- Born: Milan
- Education: University of Milan University of Cambridge
- Known for: Electrochemistry Nanomaterials
- Scientific career
- Workplaces: University of Cambridge

= Caterina Ducati =

Italian materials scientist

Caterina Ducati is an Italian materials scientist. She is a Professor of Nanomaterials in the Department of Materials at the University of Cambridge. She serves as Director of the University of Cambridge Master's programme in Micro- and Nanotechnology Enterprise as well as leading teaching in the Nanotechnology Doctoral Training Centre.

== Early life and education ==
Ducati was born in Milan. She studied at the University of Milan, where she earned an undergraduate degree in physics. Her research project involved designing a time-of-flight mass spectrometer for supersonic cluster beams under the supervision of Paolo Milani. She moved to the University of Cambridge Department of Engineering for her graduate studies, where she worked with John Robertson. Her doctorate considered nanostructured carbon for electrochemistry as well as the relationship between morphology, crystallographic phases and electronic properties in nanomaterials. This included the development of carbon nanotubes and investigations into their growth models using transmission electron microscopy.

== Research and career ==
In 2003, Ducati was awarded a Knowledge Transfer Partnership fellowship working on the 4151 programme with Alphasense Limited. In 2004, she was made a Royal Society Dorothy Hodgkin fellow, where she started to research metal oxide nanostructures for catalysis. She was simultaneously awarded a Sackler junior fellowship. She was subsequently awarded a Royal Society University Research Fellowship to explore electron microscopy of nanostructures, and was based in Churchill College, Cambridge. This involved developing transmission electron microscopy to study the nanoscale properties of solar cells, which allows better understanding of how electrons move through a structured anode.

In 2009, Ducati was made a lecturer in the Department of Materials at the University of Cambridge. She researches the degradation of nanostructured solar cells, and lithium-ion batteries in collaboration with Paul Midgley and Clare Grey. She was awarded a European Research Council Starting Grant to study photoactive nanomaterials and devices, and a Proof of Concept grant to study metal – metal oxide nanocomposites for air purification. She was elected to AcademiaNet in 2011. Ducati has worked with the Institute of Physics Electron Microscopy and Analysis group and the Nanoscale Physics and Technology Group. She worked with Rachel Oliver on the delivery of Master's course in Micro- & Nanotechnology Enterprise.

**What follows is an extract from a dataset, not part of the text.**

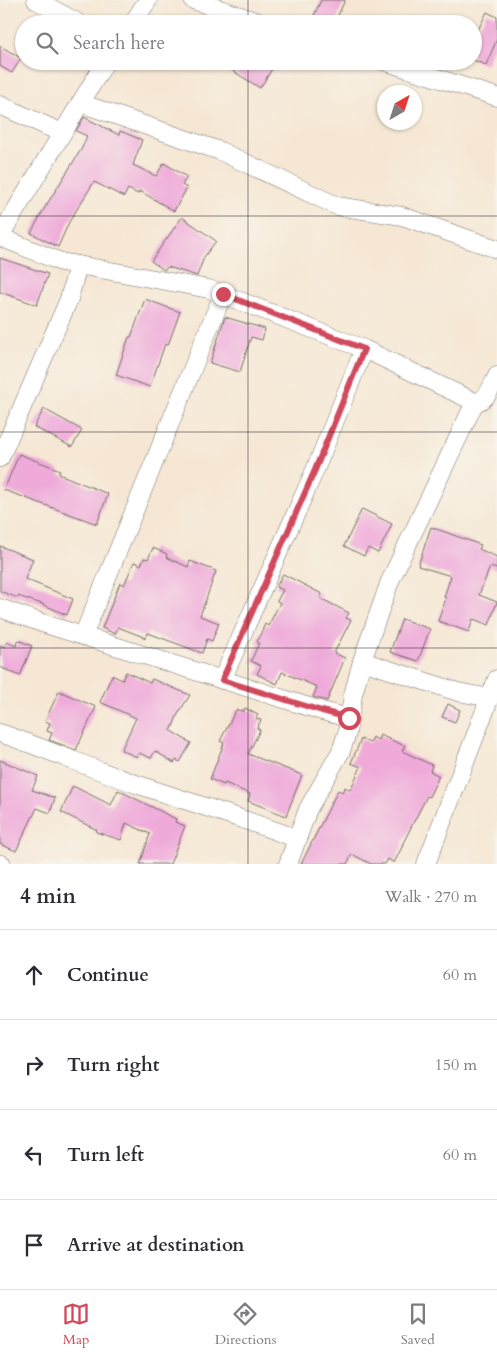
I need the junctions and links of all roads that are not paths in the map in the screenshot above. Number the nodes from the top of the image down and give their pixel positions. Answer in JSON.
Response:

She was promoted to Professor of Nanomaterials in 2019 and serves as Tutor and Director of Studies of Materials Science in Trinity College, Cambridge. She has led activities at Trinity to improve the representation of women scientists.

===Awards===
In 2018, Ducati was awarded the Royal Microscopical Society Medal for Innovation in Applied Microscopy for Engineering and Physical Sciences.

== Personal life ==
Ducati has two sons born in 2003 and 2007.